» EXERCISE: Where the word "Weeks" shows up in the entries below, please copy the whole line.

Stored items
● ● ● ● ●

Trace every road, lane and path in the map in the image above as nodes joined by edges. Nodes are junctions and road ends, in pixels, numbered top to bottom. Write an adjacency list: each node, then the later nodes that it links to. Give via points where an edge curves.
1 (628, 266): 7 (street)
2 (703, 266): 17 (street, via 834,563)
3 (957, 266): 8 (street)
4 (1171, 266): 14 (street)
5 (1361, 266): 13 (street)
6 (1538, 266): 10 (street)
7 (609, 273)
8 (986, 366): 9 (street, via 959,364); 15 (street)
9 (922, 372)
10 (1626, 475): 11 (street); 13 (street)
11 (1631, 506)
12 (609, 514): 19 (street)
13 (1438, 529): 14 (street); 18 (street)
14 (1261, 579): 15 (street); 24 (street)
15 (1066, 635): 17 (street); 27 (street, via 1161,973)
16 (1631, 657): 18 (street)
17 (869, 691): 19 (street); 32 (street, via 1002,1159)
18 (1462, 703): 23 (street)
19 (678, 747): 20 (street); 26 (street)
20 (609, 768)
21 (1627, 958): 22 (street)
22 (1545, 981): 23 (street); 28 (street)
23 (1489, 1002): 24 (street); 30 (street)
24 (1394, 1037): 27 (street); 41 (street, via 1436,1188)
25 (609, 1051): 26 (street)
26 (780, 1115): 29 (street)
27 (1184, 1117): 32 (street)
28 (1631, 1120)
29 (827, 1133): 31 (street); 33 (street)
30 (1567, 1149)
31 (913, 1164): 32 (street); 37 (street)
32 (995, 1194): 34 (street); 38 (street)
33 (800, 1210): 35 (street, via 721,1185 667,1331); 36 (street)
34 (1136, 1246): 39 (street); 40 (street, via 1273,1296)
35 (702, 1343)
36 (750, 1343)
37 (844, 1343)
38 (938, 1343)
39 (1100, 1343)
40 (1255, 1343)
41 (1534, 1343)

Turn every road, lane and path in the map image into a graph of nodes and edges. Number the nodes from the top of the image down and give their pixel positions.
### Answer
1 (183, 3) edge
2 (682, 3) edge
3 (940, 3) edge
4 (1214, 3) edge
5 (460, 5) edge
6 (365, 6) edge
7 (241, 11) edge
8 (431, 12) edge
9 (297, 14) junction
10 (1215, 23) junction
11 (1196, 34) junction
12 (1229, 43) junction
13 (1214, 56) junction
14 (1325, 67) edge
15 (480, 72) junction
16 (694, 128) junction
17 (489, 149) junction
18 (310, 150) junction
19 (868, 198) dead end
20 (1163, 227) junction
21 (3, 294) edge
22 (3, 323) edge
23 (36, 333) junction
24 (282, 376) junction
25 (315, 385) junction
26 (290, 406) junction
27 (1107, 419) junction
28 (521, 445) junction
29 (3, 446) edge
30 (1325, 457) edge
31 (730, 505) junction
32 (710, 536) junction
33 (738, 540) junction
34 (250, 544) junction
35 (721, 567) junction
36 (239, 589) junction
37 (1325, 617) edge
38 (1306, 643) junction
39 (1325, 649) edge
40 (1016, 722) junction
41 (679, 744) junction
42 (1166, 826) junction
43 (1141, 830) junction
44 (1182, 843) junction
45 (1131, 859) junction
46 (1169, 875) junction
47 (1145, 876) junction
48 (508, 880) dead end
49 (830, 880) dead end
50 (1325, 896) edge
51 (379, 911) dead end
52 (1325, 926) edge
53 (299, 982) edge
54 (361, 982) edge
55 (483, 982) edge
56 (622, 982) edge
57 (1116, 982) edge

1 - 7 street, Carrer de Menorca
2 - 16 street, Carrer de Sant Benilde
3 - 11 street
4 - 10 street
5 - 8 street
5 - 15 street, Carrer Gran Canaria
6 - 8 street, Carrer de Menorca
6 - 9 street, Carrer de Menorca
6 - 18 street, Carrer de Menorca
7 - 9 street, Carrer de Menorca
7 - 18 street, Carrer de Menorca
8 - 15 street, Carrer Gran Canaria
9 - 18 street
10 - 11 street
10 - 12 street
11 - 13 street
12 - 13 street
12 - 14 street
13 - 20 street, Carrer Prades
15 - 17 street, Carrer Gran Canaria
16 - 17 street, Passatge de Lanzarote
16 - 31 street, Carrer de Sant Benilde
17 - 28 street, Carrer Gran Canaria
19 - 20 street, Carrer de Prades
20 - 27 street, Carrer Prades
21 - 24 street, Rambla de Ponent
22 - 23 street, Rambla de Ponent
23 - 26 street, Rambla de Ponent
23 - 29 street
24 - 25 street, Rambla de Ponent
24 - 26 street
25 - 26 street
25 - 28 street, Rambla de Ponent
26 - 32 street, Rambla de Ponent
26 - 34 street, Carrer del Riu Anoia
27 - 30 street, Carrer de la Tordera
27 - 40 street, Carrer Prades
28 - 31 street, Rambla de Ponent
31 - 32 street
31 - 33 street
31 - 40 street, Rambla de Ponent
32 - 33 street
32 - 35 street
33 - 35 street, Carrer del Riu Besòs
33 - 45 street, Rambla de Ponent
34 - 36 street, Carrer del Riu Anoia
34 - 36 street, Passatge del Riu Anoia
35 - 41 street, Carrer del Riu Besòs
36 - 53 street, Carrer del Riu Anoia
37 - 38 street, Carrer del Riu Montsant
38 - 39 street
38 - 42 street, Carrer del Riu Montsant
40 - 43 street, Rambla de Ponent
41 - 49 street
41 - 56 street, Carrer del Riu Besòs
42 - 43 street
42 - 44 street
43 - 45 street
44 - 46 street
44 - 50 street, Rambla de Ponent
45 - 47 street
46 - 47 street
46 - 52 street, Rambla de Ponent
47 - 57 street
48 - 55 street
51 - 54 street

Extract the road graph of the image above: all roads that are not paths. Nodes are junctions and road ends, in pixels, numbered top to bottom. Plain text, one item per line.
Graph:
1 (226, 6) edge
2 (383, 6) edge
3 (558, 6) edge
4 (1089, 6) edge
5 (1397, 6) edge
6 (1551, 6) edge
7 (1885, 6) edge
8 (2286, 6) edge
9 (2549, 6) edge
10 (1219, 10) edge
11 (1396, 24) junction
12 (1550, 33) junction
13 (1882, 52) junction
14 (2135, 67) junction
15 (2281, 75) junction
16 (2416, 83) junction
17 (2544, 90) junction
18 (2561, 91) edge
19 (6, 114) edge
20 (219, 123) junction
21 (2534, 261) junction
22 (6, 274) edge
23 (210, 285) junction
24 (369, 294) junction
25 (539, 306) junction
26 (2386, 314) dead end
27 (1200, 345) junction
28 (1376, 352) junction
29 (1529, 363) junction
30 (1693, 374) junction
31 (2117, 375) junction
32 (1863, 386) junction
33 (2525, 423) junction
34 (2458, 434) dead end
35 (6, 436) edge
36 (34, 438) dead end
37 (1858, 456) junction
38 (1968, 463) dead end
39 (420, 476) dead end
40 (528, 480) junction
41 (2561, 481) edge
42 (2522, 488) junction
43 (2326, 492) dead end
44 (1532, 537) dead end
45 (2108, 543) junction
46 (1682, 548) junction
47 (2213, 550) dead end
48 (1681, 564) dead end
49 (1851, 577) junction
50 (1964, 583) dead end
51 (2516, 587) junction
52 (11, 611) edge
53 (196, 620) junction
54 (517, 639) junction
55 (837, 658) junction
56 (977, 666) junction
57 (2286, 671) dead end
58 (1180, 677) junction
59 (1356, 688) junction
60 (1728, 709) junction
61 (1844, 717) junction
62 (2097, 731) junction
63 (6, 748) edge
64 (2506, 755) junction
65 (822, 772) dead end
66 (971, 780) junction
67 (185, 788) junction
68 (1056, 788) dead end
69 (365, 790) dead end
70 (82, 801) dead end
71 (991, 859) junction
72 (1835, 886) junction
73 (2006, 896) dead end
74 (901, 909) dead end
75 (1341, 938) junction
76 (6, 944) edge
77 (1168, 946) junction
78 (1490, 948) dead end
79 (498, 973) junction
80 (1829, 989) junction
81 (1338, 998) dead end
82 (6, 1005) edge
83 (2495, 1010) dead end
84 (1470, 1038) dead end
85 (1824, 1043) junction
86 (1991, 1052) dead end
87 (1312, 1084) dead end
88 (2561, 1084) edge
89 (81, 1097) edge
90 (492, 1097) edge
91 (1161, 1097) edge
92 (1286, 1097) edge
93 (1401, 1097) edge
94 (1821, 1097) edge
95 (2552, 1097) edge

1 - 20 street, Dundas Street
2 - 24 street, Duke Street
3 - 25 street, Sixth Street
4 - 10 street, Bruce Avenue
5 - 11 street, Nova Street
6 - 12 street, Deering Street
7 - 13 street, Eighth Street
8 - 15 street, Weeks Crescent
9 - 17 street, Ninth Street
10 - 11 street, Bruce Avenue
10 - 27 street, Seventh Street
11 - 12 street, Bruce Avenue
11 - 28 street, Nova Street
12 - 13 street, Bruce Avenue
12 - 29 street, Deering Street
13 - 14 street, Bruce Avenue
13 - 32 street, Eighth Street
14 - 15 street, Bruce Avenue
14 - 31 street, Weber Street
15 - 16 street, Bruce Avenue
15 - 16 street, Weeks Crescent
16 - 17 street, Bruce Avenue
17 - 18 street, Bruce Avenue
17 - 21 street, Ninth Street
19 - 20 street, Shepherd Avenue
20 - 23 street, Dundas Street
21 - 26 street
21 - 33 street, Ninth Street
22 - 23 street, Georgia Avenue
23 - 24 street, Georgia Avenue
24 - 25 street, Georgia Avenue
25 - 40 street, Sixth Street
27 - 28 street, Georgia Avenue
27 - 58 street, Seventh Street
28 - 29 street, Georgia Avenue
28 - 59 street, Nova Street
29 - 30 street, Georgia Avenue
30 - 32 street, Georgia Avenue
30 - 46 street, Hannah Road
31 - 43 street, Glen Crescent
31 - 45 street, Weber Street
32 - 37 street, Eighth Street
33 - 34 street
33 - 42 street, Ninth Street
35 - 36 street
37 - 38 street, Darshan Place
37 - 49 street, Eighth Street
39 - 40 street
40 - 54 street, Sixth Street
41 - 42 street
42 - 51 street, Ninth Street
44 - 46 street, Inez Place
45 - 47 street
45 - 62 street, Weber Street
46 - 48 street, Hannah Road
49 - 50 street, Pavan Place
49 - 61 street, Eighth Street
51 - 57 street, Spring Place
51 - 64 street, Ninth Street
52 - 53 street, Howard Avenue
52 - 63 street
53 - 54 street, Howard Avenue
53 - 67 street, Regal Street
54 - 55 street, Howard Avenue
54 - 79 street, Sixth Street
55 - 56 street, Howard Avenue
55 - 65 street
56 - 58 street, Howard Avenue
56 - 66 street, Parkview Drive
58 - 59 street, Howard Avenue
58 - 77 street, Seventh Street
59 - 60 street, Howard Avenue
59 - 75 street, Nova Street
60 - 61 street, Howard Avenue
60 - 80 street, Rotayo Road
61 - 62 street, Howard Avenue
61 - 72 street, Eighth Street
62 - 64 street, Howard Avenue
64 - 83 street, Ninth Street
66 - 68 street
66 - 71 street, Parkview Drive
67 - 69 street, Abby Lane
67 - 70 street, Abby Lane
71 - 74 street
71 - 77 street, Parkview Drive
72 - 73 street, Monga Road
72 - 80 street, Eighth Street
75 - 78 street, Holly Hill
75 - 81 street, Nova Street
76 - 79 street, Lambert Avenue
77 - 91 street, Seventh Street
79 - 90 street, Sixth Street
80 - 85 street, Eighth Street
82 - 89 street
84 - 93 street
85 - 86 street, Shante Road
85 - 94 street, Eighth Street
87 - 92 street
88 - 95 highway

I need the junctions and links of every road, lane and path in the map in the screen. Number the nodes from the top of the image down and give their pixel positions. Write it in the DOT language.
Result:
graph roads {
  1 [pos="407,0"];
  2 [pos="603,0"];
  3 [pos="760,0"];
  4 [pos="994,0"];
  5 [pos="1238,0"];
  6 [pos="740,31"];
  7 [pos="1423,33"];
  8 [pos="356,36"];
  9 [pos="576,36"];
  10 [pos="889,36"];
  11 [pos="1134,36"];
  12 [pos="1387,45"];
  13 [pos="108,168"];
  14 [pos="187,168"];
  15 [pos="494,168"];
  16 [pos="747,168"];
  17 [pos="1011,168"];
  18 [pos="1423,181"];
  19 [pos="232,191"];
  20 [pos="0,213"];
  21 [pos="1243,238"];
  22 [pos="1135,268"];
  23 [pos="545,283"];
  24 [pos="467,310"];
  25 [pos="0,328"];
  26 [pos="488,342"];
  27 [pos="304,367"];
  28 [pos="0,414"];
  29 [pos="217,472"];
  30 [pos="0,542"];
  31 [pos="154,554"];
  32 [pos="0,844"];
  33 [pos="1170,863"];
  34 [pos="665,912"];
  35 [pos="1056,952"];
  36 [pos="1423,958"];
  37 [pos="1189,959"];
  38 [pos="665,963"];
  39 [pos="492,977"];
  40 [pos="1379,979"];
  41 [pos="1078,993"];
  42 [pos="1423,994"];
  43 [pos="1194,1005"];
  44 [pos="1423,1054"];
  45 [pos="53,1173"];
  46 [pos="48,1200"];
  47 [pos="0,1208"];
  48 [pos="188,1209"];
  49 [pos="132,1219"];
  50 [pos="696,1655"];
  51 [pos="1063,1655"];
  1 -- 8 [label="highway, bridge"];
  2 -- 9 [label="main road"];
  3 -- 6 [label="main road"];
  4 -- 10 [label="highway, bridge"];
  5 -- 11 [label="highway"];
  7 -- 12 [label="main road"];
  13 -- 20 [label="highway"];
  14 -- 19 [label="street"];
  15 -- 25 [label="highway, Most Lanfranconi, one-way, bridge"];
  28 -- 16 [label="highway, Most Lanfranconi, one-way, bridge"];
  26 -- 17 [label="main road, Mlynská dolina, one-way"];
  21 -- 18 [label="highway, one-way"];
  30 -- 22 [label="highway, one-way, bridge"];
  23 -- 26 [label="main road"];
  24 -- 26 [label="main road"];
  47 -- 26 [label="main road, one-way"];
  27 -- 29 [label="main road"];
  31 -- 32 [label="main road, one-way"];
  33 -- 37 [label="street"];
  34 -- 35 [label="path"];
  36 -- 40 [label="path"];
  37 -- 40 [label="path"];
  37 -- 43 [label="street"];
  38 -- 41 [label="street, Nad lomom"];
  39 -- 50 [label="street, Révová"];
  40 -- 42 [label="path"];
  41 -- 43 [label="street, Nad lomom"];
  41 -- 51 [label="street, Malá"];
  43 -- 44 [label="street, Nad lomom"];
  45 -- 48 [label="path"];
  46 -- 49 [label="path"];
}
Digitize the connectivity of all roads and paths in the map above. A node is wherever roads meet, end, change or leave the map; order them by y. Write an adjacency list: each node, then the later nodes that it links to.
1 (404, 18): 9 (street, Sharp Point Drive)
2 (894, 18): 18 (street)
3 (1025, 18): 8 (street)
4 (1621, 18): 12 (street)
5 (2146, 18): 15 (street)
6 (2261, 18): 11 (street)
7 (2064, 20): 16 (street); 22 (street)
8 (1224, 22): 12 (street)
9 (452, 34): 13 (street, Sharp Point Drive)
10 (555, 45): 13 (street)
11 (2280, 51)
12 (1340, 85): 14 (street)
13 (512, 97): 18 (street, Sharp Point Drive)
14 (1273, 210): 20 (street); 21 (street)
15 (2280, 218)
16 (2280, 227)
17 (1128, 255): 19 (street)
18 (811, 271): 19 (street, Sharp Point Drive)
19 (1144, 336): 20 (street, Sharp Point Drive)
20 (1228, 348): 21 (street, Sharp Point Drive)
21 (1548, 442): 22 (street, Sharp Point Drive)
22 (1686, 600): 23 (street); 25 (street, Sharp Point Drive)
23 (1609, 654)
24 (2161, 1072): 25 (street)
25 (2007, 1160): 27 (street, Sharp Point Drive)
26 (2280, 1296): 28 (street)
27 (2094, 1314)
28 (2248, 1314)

● ● ● ● ●

» YOUR RESPONSE:
8 - 15 street, Weeks Crescent
15 - 16 street, Weeks Crescent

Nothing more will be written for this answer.